Lead Impedance Change as a Prognostic Marker for Cardiac Resynchronization Therapy Response

Background Left ventricular (LV) lead impedance monitoring is a routinely available device-based parameter that may reflect myocardial structural changes and predict cardiac resynchronization therapy (CRT) outcomes, but its prognostic role remains underexplored. When the LV lead is positioned in the coronary sinus, impedance measurements may indirectly reflect structural myocardial changes, offering potential prognostic value beyond resynchronization. Methods We retrospectively analyzed CRT recipients with serial LV impedance and echocardiographic measurements. The primary endpoint was prediction of a ≥ 10% absolute increase in LV ejection fraction (LVEF) at 12 months. Predictive models included univariate logistic regression (LR) using a 150 Ω impedance threshold, multivariable LR, neural network (NN), and eXtreme Gradient Boosting (XGBoost) with and without mean LV size (LV_mean) derived from five echocardiographic assessments and devices measurements. Results A total of 95 patients were included in the final analysis. Univariate LR (≥ 150 Ω) achieved an area under the ROC curve (AUC) of 0.86 and an accuracy of 86.5%. Multivariable LR with age, BMI, and sex yielded an AUC of 0.82. NN performance was lower (AUC = 0.68, accuracy = 65.5%). XGBoost with impedance, age, and BMI achieved an AUC of 0.721 ± 0.075, and adding LV_mean improved the AUC to 0.745 ± 0.064. Impedance change correlated negatively with LV_mean (ρ = − 0.29, p = 0.007). ROC analysis confirmed the highest discriminatory ability for univariate LR, with XGBoost + LV_mean providing a modest but consistent improvement (Fig. 1).
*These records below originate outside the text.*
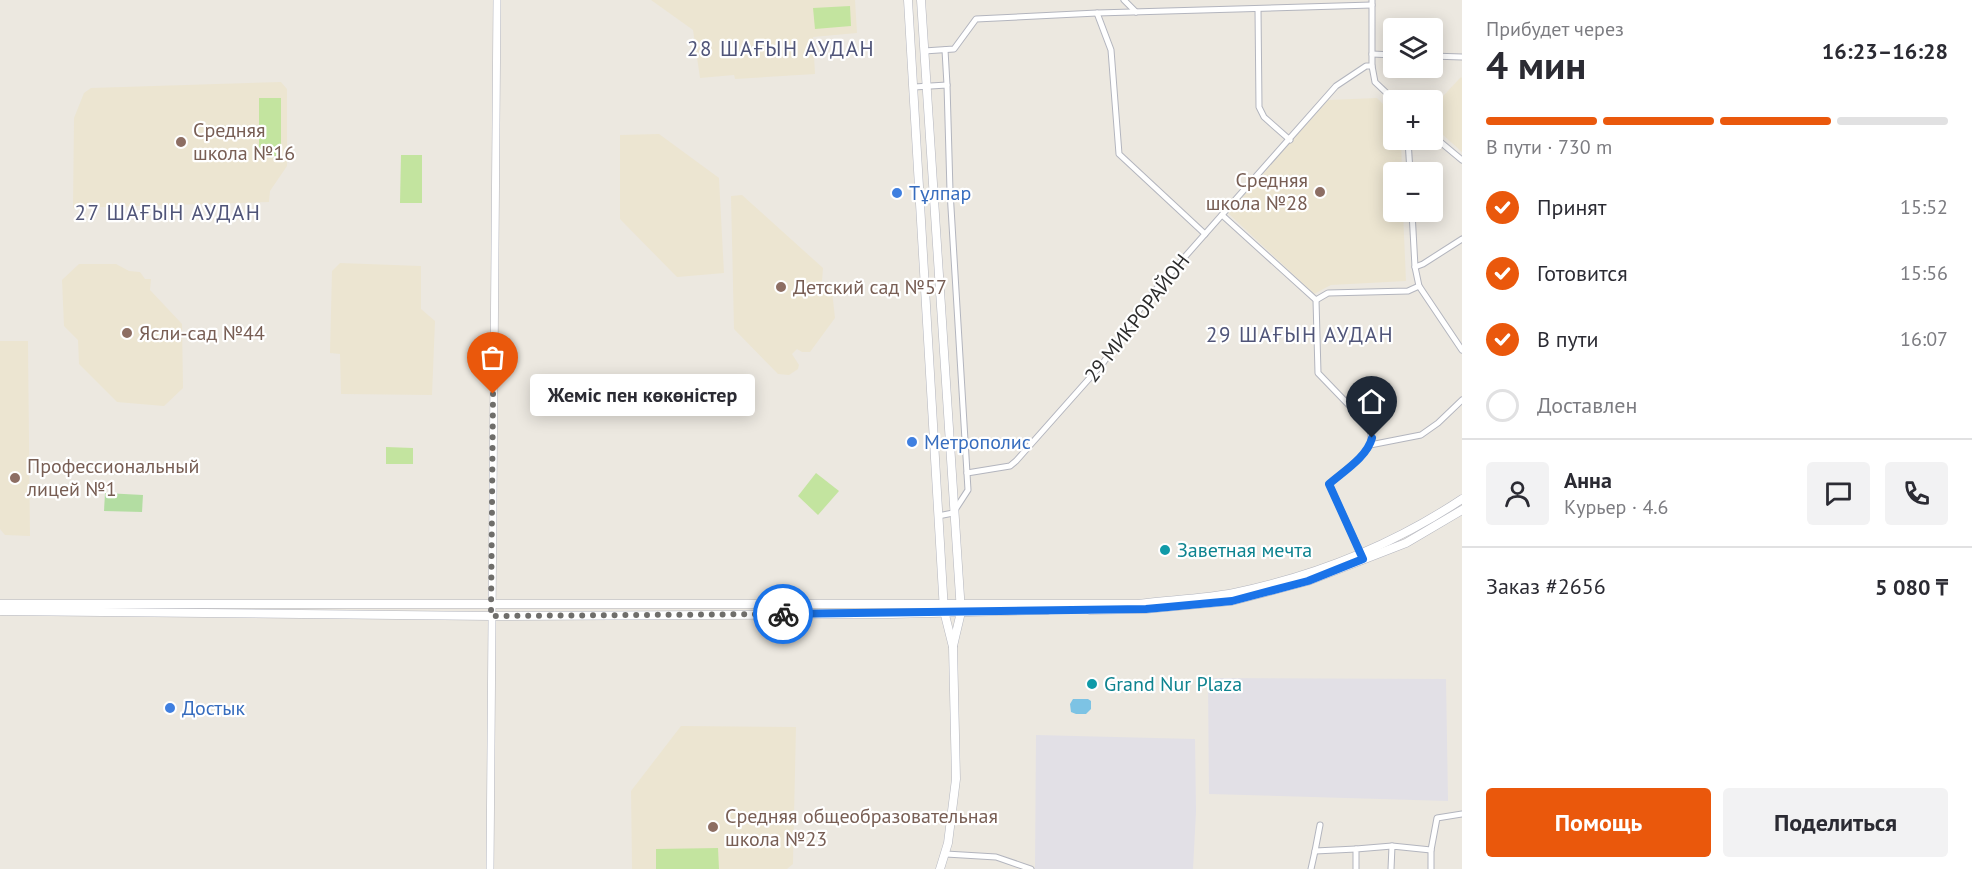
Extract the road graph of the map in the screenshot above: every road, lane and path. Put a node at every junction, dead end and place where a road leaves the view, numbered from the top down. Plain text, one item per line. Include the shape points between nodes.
1 (497, 0) edge
2 (908, 0) edge
3 (921, 0) edge
4 (1124, 0) edge
5 (1372, 3) edge
6 (1258, 9) junction
7 (1136, 12) junction
8 (1097, 13) junction
9 (945, 50) junction
10 (923, 51) junction
11 (1372, 54) junction
12 (1383, 54) edge
13 (1443, 56) edge
14 (1462, 57) edge
15 (1372, 66) junction
16 (946, 85) junction
17 (914, 87) junction
18 (925, 87) junction
19 (1383, 90) edge
20 (1290, 140) junction
21 (1443, 144) edge
22 (1462, 160) edge
23 (1222, 215) junction
24 (1413, 222) edge
25 (1205, 234) junction
26 (1462, 238) edge
27 (1415, 267) junction
28 (1419, 286) junction
29 (1316, 300) junction
30 (1462, 350) edge
31 (1462, 400) edge
32 (1370, 445) junction
33 (967, 473) junction
34 (1462, 499) edge
35 (1462, 510) edge
36 (953, 513) junction
37 (938, 516) junction
38 (1362, 557) junction
39 (492, 603) junction
40 (0, 604) edge
41 (944, 607) junction
42 (961, 608) junction
43 (0, 612) edge
44 (491, 616) junction
45 (953, 647) junction
46 (1462, 814) edge
47 (1320, 825) dead end
48 (1392, 846) junction
49 (1356, 849) junction
50 (1431, 850) junction
51 (1315, 851) junction
52 (946, 854) junction
53 (490, 869) edge
54 (940, 869) edge
55 (1031, 869) edge
56 (1311, 869) edge
57 (1356, 869) edge
58 (1391, 869) edge
59 (1431, 869) edge

1 - 39 street
2 - 17 main road
3 - 10 main road
4 - 7 street
5 - 6 street
5 - 11 street
6 - 7 street
6 - 20 street via 1259,107 1264,117
7 - 8 street
8 - 9 street via 976,19 954,49
8 - 25 street via 1112,50 1119,154
9 - 10 street
9 - 16 street
10 - 18 main road
11 - 12 street
11 - 15 street
13 - 14 street
15 - 19 street via 1375,82
15 - 20 street, 29 МИКРОРАЙОН via 1336,86
16 - 18 street
16 - 33 street
17 - 18 street
17 - 37 main road
18 - 36 main road
20 - 23 street, 29 МИКРОРАЙОН
21 - 22 street
23 - 25 street, 29 МИКРОРАЙОН
23 - 29 street
24 - 27 street
25 - 33 street, 29 МИКРОРАЙОН via 1144,303 1096,371 1016,461 1010,466
26 - 27 street
27 - 28 street
28 - 29 street via 1408,291 1328,294
28 - 30 street
29 - 32 street via 1318,373 1369,426
31 - 32 street via 1421,435
32 - 38 street via 1329,484
33 - 36 street via 968,490
34 - 38 main road
35 - 38 main road via 1406,543
36 - 37 street
36 - 42 main road
37 - 41 main road
38 - 42 main road via 1233,593 1111,607
39 - 40 main road
39 - 41 main road
39 - 44 street
41 - 42 main road
41 - 44 main road via 869,614
41 - 45 main road
42 - 45 main road
43 - 44 main road
44 - 53 street
45 - 52 main road via 956,779
46 - 50 street via 1437,818
47 - 51 street
48 - 49 street
48 - 50 street
48 - 58 street
49 - 51 street
49 - 57 street
50 - 59 street
51 - 56 street
52 - 54 main road
52 - 55 street via 996,857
To facilitate clinical application, we developed a nomogram based on the logistic regression model, which allows individualized prediction of CRT response (Supplementary Fig. S1). Univariate LR correctly classified 86.5% of patients, as illustrated in the confusion matrix (Supplementary Fig. S2A). Conclusion LV impedance change ≥ 150 Ω is a strong predictor of CRT response. Logistic regression offers high accuracy and clinical interpretability, whereas XGBoost incorporating LV size may improve model robustness and facilitate integration into automated, device-based decision-support systems. These findings support the integration of impedance monitoring into CRT follow-up protocols and highlight its potential for real-time, device-based risk stratification. This approach may facilitate implementation in routine CRT follow-up and device programming.